What you have to do: Print the data below exactly as it stands, and keep the pictures out.

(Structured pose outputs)

= Beginning of Section =

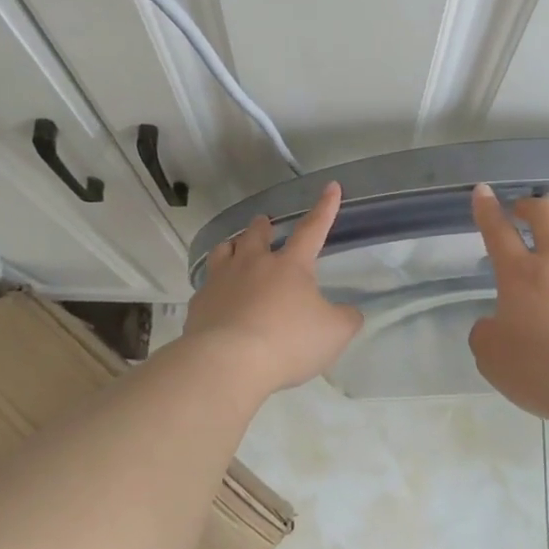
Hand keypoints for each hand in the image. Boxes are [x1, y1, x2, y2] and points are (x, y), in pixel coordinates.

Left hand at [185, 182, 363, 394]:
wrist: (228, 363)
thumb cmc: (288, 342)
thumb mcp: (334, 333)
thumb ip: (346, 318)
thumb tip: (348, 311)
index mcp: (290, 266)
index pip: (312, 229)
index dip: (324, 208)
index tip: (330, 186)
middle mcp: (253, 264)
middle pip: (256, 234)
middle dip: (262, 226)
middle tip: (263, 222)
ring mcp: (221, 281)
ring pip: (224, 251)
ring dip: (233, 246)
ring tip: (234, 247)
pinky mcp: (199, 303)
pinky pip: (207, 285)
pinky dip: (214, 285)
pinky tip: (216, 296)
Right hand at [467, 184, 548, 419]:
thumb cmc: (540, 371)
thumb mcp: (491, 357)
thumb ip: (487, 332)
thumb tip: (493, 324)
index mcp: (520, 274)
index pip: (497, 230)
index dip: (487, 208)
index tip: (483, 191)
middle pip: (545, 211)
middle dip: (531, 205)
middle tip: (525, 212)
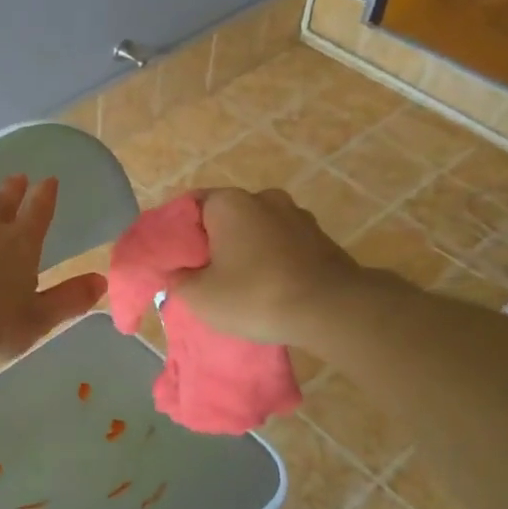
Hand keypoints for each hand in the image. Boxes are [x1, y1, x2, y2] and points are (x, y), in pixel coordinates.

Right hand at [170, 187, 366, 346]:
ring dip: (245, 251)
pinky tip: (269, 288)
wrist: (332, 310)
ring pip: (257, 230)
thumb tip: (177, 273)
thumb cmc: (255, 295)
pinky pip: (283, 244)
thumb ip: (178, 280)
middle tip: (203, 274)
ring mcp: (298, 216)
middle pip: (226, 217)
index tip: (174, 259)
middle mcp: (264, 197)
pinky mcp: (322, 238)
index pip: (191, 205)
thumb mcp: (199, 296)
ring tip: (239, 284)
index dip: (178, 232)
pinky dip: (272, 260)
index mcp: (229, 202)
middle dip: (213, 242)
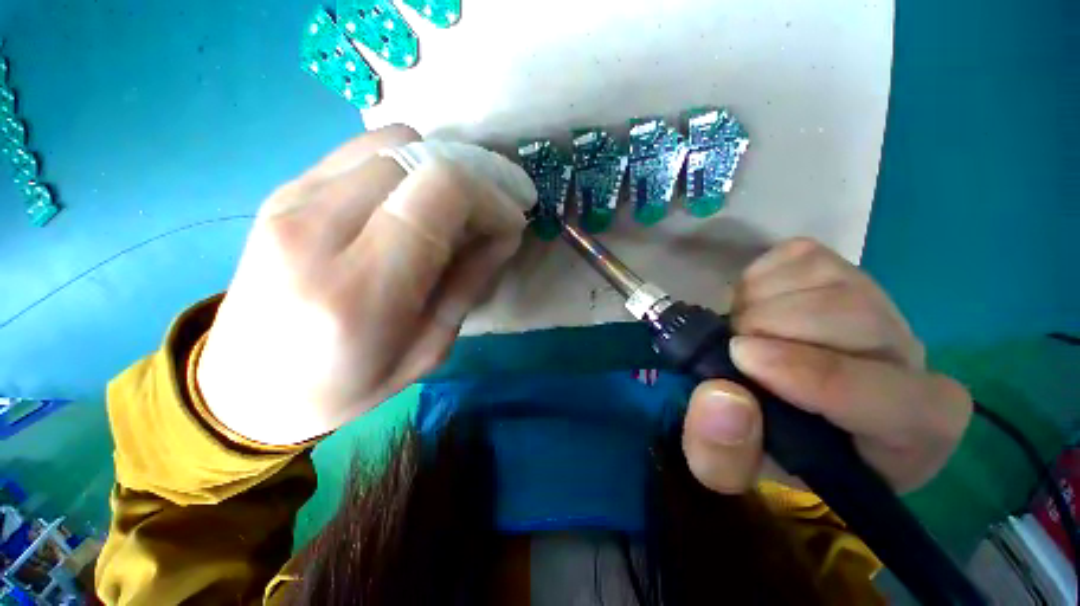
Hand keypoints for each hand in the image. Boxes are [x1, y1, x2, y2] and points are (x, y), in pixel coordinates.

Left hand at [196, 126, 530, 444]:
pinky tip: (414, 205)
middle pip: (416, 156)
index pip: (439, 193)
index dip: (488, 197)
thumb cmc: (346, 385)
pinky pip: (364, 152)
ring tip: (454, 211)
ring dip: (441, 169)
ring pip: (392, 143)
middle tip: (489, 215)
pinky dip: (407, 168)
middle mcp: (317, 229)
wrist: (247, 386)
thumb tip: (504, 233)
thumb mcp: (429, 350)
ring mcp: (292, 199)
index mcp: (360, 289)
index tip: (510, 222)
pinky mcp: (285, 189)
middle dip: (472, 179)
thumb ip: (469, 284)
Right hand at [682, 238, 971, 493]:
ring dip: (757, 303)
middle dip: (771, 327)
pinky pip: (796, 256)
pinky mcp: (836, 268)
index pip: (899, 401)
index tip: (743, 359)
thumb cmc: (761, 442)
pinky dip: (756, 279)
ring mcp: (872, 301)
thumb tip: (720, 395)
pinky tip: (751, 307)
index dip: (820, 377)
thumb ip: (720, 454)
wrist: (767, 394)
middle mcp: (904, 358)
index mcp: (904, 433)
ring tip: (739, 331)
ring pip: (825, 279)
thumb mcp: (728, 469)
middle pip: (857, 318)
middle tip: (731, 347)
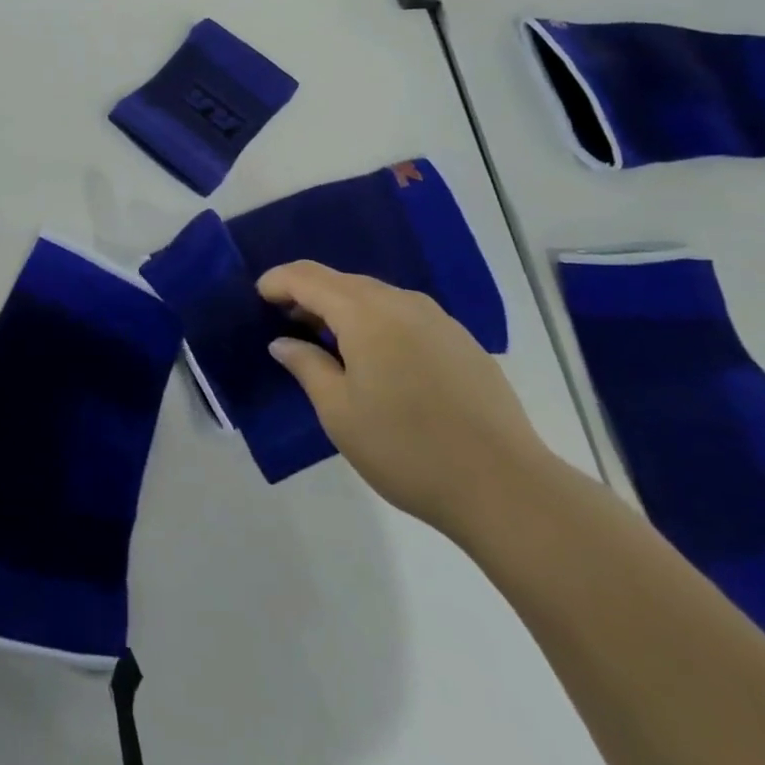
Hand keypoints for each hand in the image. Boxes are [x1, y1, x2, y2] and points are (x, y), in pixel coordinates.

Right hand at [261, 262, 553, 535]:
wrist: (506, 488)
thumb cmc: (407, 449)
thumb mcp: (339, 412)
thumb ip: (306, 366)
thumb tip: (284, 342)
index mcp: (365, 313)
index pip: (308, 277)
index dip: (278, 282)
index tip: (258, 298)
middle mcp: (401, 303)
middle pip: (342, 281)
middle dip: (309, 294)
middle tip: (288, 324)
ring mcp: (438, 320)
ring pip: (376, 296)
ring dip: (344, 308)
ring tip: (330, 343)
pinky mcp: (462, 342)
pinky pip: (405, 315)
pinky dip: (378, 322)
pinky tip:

= End of Section =

Solution:
Hand keypoints for each hand in the image. Boxes are [x1, y1, x2, y2] and points are (x, y), in pixel coordinates.

Left hand at [185, 182, 363, 394]:
wrist: (228, 363)
thumb cmc: (288, 342)
thumb mcp: (334, 333)
thumb ip: (346, 318)
thumb tip: (348, 311)
index mcp: (290, 266)
index pip: (312, 229)
index dip: (324, 208)
index tip: (330, 186)
middle mcp: (253, 264)
middle pip: (256, 234)
middle dip: (262, 226)
middle tip: (263, 222)
ring mcp: (221, 281)
ring pip: (224, 251)
ring dip: (233, 246)
ring tip: (234, 247)
pinky mcp: (199, 303)
pinky pip: (207, 285)
pinky dip: (214, 285)
pinky tip: (216, 296)
Right hand at [467, 184, 548, 419]:
thumb cmc: (540, 371)
thumb mcp: (491, 357)
thumb ip: (487, 332)
thumb tip: (493, 324)
index mcp: (520, 274)
index pip: (497, 230)
index dip: (487, 208)
index tip: (483, 191)
middle pip: (545, 211)
middle dip: (531, 205)
middle tip: (525, 212)
Hand keypoints for each hand in the image. Boxes are [x1, y1, x2, y2] and points are (x, y), in pixel coordinates.

Right hand at [170, 187, 366, 346]:
ring dip: (245, 251)
pinky tip: (269, 288)
wrist: (332, 310)
ring pip: (257, 230)
thumb tip: (177, 273)
thumb cmc: (255, 295)
pinky pip: (283, 244)
thumb ip: (178, 280)
middle tip: (203, 274)
ring mcp: (298, 216)
middle pip: (226, 217)
index tip: (174, 259)
middle mcp: (264, 197)
pinky mcp: (322, 238)
index pip: (191, 205)
thumb mcp: (199, 296)
ring tip: (239, 284)
index dip: (178, 232)
pinky dip: (272, 260)
index mcp: (229, 202)
middle dip: (213, 242)
Hand keypoints for each hand in the image. Boxes are [x1, y1, x2, y2] and points are (x, y), in pixel coordinates.

Left hand at [196, 126, 530, 444]:
pinky tip: (414, 205)
middle pip: (416, 156)
index pip: (439, 193)
index dip: (488, 197)
thumb cmc: (346, 385)
pinky pip: (364, 152)
ring tip: (454, 211)
ring dip: (441, 169)
ring pip: (392, 143)
middle tip: (489, 215)
pinky dip: (407, 168)
middle mcp: (317, 229)
wrist: (247, 386)
thumb tip: (504, 233)
thumb mcp: (429, 350)
ring mcp: (292, 199)
index mcp: (360, 289)
index tip: (510, 222)
pinky mcp: (285, 189)
middle dip: (472, 179)
thumb ip: (469, 284)
Right hand at [682, 238, 971, 493]:
ring dip: (757, 303)
middle dip: (771, 327)
pinky pip: (796, 256)
pinky mcp: (836, 268)
index pip: (899, 401)
index tip: (743, 359)
thumb cmc: (761, 442)
pinky dip: (756, 279)
ring mcp: (872, 301)
thumb tip: (720, 395)
pinky tip: (751, 307)
index dip: (820, 377)
thumb ip: (720, 454)
wrist: (767, 394)
middle mcp: (904, 358)
index mcp: (904, 433)
ring tip: (739, 331)
ring pip: (825, 279)
thumb mcp: (728, 469)
middle pip: (857, 318)
middle tip: (731, 347)
Hand keypoints for each hand in the image. Boxes are [x1, y1, x2, y2] and points are (x, y), in pixel coordinates.

Right hand at [261, 262, 553, 535]:
wrist: (506, 488)
thumb cmc: (407, 449)
thumb mcp: (339, 412)
thumb ip: (306, 366)
thumb tip: (284, 342)
index mcp: (365, 313)
index pip: (308, 277)
index dip: (278, 282)
index tip: (258, 298)
middle mcp: (401, 303)
middle pip: (342, 281)
middle dip: (309, 294)
middle tip: (288, 324)
ring mcp: (438, 320)
ring pip: (376, 296)
ring dip: (344, 308)
ring tip: (330, 343)
pinky mcp: (462, 342)
pinky pip: (405, 315)
pinky dip: (378, 322)
pinky tip:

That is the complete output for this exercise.